We previously found that a canine model of selective surgical ventricular denervation (VD), which does not permit increased sympathetic tone during the pathogenesis of heart failure (HF), tolerated the development of HF better than controls. To investigate the cellular mechanisms, we examined cellular contraction and L-type Ca²⁺ channel currents (I_Ca) and their responses to β-adrenergic receptor (β-AR) stimulation in left ventricular myocytes from 1) control, 2) VD, 3) HF induced by rapid pacing, and 4) HF induced in VD (VD-HF) dogs. The magnitude of myocyte contraction and rate of relaxation in VD were similar to control but were depressed in both HF and VD-HF. These changes were associated with reduced protein expression of sarcoplasmic reticulum Ca²⁺-ATPase (SERCA2a) and protein kinase A phosphorylated phospholamban (PLB), which was reduced in HF, but essentially abolished in VD-HF. β-AR kinase (GRK2) was increased in HF but reduced in VD-HF. Basal I_Ca density did not differ among control, VD, and HF groups, but VD-HF myocytes showed a markedly reduced I_Ca density (~40%).
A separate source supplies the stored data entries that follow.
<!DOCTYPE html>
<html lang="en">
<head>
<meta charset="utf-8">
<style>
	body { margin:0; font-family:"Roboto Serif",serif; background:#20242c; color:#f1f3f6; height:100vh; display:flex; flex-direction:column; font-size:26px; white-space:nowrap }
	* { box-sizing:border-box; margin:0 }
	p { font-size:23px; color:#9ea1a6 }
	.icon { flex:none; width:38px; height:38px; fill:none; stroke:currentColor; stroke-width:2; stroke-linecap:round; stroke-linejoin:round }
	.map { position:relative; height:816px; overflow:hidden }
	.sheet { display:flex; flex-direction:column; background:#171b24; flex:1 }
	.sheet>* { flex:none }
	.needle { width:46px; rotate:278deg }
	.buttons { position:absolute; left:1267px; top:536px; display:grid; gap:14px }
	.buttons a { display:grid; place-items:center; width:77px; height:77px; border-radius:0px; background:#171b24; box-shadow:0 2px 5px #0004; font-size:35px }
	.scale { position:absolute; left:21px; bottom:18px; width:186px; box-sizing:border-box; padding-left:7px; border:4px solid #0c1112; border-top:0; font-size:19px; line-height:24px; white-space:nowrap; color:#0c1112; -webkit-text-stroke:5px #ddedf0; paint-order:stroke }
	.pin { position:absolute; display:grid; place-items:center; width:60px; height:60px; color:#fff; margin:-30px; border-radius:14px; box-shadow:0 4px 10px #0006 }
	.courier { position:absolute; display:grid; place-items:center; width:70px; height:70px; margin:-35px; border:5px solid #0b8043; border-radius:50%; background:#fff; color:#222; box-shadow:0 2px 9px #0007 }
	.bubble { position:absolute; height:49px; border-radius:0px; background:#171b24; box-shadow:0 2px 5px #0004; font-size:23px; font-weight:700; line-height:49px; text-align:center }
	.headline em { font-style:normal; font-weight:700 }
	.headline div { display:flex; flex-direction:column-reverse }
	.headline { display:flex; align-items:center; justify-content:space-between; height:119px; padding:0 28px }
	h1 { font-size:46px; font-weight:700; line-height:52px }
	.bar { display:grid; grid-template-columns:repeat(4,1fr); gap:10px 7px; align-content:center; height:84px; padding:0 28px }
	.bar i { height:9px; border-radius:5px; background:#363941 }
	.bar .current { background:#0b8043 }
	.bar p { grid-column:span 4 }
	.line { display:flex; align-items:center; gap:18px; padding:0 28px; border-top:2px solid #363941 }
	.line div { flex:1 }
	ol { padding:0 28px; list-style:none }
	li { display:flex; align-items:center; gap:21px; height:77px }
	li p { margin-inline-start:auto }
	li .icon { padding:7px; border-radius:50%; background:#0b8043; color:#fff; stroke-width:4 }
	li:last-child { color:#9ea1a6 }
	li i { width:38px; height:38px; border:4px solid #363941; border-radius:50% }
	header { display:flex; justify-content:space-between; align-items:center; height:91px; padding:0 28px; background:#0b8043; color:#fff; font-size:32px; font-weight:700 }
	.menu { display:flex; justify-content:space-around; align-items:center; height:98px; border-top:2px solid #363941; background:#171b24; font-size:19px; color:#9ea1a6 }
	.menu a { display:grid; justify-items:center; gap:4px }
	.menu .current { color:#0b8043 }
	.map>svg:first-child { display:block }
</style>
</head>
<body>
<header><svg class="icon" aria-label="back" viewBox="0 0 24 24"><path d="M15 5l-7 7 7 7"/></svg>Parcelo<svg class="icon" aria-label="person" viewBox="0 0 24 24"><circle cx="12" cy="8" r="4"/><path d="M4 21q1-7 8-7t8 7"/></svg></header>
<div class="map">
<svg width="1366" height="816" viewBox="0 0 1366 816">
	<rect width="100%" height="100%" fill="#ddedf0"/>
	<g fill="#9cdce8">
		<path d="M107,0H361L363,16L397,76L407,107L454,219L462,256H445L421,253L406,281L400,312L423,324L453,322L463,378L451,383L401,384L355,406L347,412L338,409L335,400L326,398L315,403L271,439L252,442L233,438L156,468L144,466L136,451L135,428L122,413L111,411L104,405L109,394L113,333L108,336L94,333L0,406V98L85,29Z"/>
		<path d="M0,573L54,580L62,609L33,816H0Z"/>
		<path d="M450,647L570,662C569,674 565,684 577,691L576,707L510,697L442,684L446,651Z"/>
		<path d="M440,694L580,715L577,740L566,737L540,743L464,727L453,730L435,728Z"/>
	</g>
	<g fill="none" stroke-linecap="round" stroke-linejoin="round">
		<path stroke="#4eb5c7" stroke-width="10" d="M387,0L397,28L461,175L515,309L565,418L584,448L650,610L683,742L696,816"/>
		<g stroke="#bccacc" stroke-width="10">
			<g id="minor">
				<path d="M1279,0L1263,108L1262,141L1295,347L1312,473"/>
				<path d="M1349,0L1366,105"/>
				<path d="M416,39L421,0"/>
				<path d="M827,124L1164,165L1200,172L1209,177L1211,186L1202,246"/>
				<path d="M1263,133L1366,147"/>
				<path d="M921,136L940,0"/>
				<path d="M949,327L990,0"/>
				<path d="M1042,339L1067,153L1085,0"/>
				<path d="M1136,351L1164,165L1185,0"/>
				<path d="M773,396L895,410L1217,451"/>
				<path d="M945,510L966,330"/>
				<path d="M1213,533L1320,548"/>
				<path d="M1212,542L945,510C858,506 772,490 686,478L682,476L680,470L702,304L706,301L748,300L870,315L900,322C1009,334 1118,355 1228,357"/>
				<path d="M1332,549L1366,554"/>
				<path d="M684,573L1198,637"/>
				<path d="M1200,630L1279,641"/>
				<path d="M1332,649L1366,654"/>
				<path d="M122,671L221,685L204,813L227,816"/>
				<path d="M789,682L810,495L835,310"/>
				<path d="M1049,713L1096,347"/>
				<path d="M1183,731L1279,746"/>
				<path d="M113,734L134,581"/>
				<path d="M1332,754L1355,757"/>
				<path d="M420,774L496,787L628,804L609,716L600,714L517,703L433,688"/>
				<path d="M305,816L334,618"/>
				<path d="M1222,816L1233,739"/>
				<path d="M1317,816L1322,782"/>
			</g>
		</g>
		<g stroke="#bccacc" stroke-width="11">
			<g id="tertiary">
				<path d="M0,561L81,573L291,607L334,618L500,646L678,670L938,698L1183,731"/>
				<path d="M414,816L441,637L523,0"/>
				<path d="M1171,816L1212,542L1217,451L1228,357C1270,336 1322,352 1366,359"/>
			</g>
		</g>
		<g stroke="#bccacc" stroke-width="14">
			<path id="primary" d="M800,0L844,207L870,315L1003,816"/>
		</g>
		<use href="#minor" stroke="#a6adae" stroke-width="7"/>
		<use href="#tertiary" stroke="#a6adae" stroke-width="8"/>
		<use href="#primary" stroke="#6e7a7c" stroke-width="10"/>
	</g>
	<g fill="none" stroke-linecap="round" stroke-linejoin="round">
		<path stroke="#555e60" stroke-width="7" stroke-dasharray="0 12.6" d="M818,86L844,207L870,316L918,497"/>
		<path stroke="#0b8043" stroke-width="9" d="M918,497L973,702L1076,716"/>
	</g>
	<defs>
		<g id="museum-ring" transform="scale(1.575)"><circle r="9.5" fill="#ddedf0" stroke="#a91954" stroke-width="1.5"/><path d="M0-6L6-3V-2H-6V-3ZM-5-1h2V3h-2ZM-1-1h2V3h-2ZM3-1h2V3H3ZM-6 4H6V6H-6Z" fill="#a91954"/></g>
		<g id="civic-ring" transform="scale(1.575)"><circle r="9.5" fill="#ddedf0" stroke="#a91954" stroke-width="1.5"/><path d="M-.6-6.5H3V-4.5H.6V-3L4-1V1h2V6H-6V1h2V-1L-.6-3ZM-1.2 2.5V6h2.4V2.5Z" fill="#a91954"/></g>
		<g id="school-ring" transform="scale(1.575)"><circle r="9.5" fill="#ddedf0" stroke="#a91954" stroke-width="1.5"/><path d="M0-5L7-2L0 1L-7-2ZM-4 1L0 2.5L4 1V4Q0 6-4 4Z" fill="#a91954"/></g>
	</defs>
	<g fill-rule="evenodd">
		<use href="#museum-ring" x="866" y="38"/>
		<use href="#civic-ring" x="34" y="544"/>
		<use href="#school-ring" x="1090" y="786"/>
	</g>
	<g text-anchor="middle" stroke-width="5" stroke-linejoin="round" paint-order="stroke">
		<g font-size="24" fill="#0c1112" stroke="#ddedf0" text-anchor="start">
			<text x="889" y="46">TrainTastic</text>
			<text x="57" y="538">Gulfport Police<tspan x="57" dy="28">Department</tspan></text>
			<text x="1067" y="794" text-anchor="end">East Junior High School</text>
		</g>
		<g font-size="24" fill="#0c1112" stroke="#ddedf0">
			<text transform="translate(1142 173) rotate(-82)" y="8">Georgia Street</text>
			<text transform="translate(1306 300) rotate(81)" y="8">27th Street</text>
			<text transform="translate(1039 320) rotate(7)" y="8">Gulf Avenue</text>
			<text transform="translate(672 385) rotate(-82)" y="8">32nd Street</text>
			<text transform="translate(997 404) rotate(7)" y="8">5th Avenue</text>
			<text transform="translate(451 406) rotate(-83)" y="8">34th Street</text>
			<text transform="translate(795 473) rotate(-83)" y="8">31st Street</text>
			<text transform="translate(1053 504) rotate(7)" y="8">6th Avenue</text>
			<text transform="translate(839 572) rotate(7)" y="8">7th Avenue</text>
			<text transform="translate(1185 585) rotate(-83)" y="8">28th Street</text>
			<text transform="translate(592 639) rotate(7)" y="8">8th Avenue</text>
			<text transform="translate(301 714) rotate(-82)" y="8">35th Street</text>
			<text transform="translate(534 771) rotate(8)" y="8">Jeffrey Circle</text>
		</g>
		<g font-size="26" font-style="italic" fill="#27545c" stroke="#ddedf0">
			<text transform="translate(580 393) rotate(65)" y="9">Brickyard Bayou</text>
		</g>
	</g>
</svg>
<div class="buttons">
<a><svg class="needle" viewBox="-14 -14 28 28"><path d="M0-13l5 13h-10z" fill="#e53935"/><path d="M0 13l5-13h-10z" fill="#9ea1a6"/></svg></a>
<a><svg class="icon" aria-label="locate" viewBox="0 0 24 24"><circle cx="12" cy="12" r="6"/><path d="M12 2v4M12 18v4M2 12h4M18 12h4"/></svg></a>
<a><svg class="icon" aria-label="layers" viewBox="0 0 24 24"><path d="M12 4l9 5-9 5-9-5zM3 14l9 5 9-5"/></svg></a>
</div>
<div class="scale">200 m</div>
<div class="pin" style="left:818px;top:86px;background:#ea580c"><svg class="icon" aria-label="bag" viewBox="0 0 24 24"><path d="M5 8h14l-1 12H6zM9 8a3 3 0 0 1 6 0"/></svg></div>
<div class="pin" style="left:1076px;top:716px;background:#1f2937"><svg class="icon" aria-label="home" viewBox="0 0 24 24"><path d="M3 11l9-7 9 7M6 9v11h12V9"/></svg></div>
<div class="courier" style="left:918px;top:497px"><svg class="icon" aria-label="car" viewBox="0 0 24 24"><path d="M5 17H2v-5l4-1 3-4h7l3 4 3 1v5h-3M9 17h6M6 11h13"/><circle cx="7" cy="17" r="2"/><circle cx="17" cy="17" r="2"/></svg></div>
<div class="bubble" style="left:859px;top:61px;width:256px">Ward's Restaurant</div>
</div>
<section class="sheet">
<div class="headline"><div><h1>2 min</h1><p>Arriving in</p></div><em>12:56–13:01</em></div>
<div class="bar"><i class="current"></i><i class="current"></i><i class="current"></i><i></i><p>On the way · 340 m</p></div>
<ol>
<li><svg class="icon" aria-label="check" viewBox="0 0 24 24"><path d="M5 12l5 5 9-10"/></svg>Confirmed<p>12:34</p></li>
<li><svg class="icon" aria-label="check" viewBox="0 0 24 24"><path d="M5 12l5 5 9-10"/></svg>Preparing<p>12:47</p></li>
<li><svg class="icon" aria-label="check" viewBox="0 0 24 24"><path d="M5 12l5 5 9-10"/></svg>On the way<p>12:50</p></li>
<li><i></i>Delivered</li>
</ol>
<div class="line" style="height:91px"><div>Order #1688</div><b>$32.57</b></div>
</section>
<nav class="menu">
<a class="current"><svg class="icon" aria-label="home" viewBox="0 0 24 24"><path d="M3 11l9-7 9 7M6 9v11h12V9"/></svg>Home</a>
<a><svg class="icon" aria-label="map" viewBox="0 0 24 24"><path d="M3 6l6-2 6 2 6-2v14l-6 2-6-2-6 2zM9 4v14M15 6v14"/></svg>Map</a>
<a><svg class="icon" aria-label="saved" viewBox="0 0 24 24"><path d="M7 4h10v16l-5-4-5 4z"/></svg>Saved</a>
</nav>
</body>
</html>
Compared to controls, the sensitivity of I_Ca to isoproterenol (ISO), was significantly higher in VD, but reduced in HF. While I_Ca responses to ISO in VD-HF were maintained at control levels, the amplitude of the ISO-stimulated I_Ca was significantly smaller (~50%) compared with HF myocytes. The relative decrease in Ca²⁺ influx due to downregulation of I_Ca density may contribute to the cardioprotective effects in VD-HF hearts by preventing Ca²⁺ overload during the development of HF. These findings, in combination with the virtual abolition of phosphorylated PLB in VD-HF and the decrease in GRK2, may explain, in part, why VD dogs tolerate the development of HF better than control dogs.